Forgetting to and no longer implementing the use of lines has turned the WAC dining hall into a mosh pit of discourse and annoyance.  Well, the lack of lines is not entirely the reason; people still make them when getting food.  But everyone is too scared of getting close and maybe accidentally touching someone that it forms an impossible barrier that prevents me from getting to the fricken cereal.  So in order to help everyone be less douchey I’ve made a list of things that people should do to make the dining hall a more pleasant experience for everyone.
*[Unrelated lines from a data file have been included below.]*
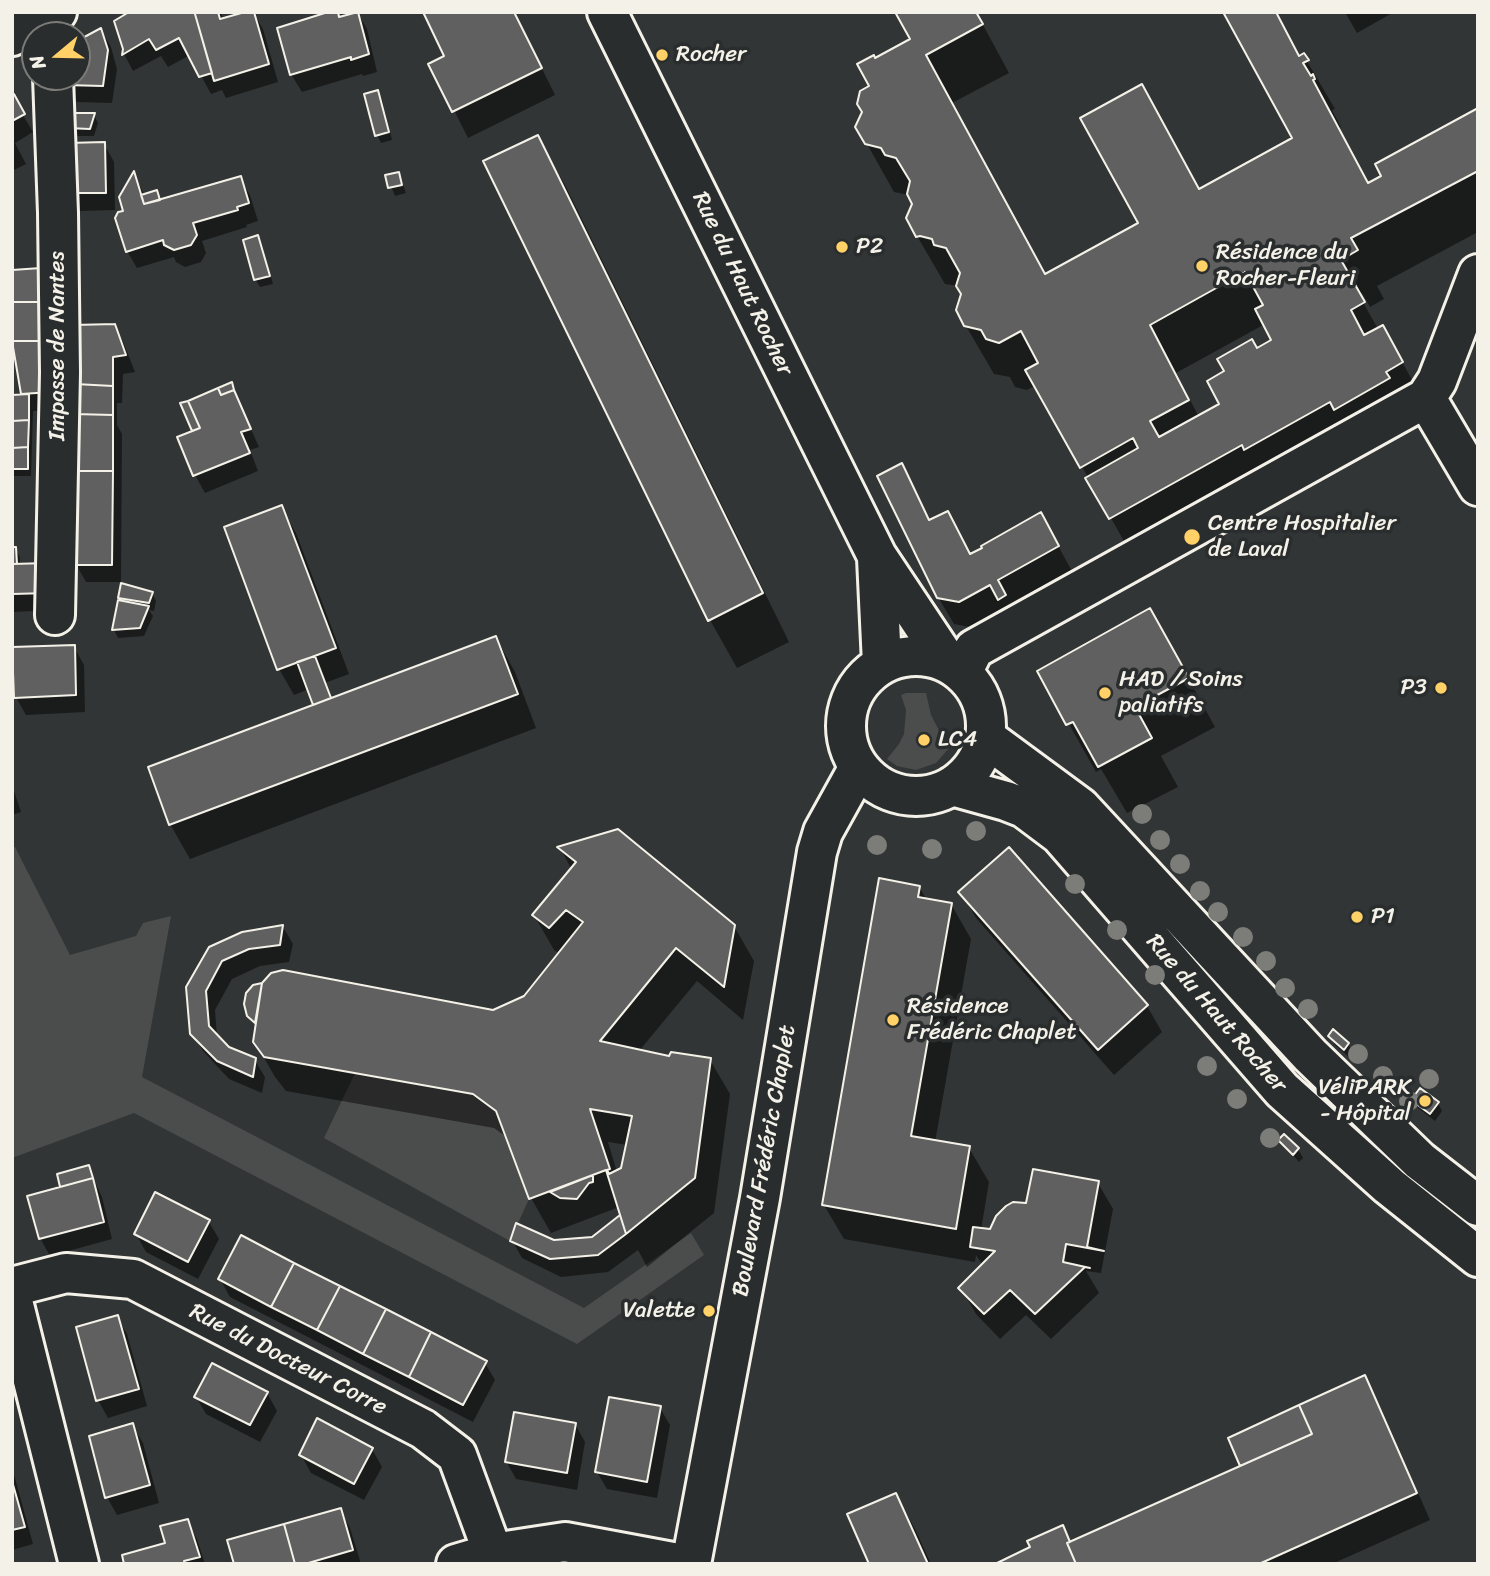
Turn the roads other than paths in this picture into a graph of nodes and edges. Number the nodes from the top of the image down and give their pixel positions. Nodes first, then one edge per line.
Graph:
1 (607, 12) edge
2 (54, 91) edge
3 (1478, 274) edge
4 (1426, 398) junction
5 (1478, 486) edge
6 (877, 556) junction
7 (55, 615) dead end
8 (882, 664) junction
9 (956, 668) junction
10 (985, 737) junction
11 (859, 767) junction
12 (952, 786) junction
13 (1211, 948) junction
14 (1194, 989) junction
15 (1478, 1206) edge
16 (1478, 1257) edge
17 (12, 1287) edge
18 (12, 1297) edge
19 (493, 1553) junction
20 (79, 1564) edge
21 (456, 1564) edge
22 (683, 1564) edge
23 (691, 1564) edge

1 - 6 street, Rue du Haut Rocher
2 - 7 street, Impasse de Nantes
3 - 4 street
4 - 5 street
4 - 9 street
6 - 8 street, Rue du Haut Rocher
6 - 9 street, Rue du Haut Rocher
8 - 9 street
8 - 11 street
9 - 10 street
10 - 12 street
10 - 13 street, Rue du Haut Rocher
11 - 12 street
11 - 23 street, Boulevard Frédéric Chaplet
12 - 14 street, Rue du Haut Rocher
13 - 14 street
13 - 15 street, Rue du Haut Rocher
14 - 16 street, Rue du Haut Rocher
17 - 19 street, Rue du Docteur Corre
18 - 20 street
19 - 21 street
19 - 22 street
Rules of proper dining hall etiquette

  1. When marching up the steps be sure to have your card at the ready.  No one likes the asshole that makes everyone wait while they look around in their Vera Bradley or sports bag for a card that should already have swiped through.  I have twenty minutes to eat and I don’t want to spend ten of that smelling your sweaty gym bag because you couldn’t find a white plastic card.
  2. MAKE ACTUAL LINES.  And while in these lines actually FACE FORWARD.  Is it really that important to discuss how much time you spent vomiting the night before?  I can tell you I don’t want to hear it.  I also don’t want to wait another five minutes before you realize the line has moved and you’re still standing there demonstrating how you pray to the porcelain Gods.  Or more likely a poor unsuspecting shrub.  
  3. Do not just stand still.  Think of the dining hall floor as oncoming traffic.  You wouldn’t just stand in the crosswalk as the cars went by, that gets you dead.  So don’t just stand there with four other people talking about how awesome that sorority party was the night before.  Because it probably wasn’t that awesome.  Most likely you had beer spilled on you at some point and your dress probably ripped in an inappropriate place but you were too drunk to realize and now you’re “That Girl.”
  4. A continuation of number 3.  Don’t stand in front of the silverware.  No matter how long you stand there, the forks aren’t just going to reappear.  Move on.  I need a spoon and spoons are always there, as are knifes.  (Because who really cuts there food at this age, its like we’ve reverted to our Neanderthal state). 
  5. When getting food, annunciate.  Bro number 1 behind you is talking about playing beer pong and bro number 2 is probably laughing too loud to show off to bro number 3 who is probably wondering if his professor is going to notice that he cheated off bro number 4 on that bio test that a five year old could pass.  And as always after getting food, say thank you. 
  6. Do not take a bunch of cups.  You are one person, you get one cup.  If your friend(s) are too lazy to get up, they don’t get one.  Also unacceptable: taking a whole stack of them.  Do that many people like you that you can justify taking the last stack?  I’m inclined to think not.
  7. As a subcategory you may take more than one cup when: it is for a small child, it   is for a visiting relative.
  8. If the dining hall is between the hours of 12-1 it’s going to be very busy and there won’t be a lot of places to sit.  So move your bag off the seat next to you.  You’re not going to get cooties if you have to sit next to someone else, but you will be seen as a jerk if you don’t.  The floor isn’t gong to swallow your Patagonia (fratabronia) backpack; it’ll be there when you’re ready to leave.
  9. Leaving the dining hall: There are no rules.  Lets face it, putting your plate on that conveyor belt and getting out of there is comparable to escaping the trenches.  There really is no safe way to do it.  There’s people coming at you left and right and with no clear exit in sight, I’m surprised more people don’t just sit there, curl into the fetal position and wait for their mom to find them.  So my advice: Every person for themselves.  Though if you could avoid spilling something on someone else, much obliged.
  10. When it is mozzarella day, all of the above rules are completely negated.  Unless it is rule number 6.  The cup rule does not change.

Obligatory first post

This blog is designed to be a weekly (maybe) commentary on the goings on at WAC.  It in no way represents the college as a whole.  If you're easily offended you probably shouldn't read this.

I write in run on sentences and sometimes completely disregard grammar.  So if you're a stickler for the rules, this isn't the place for you.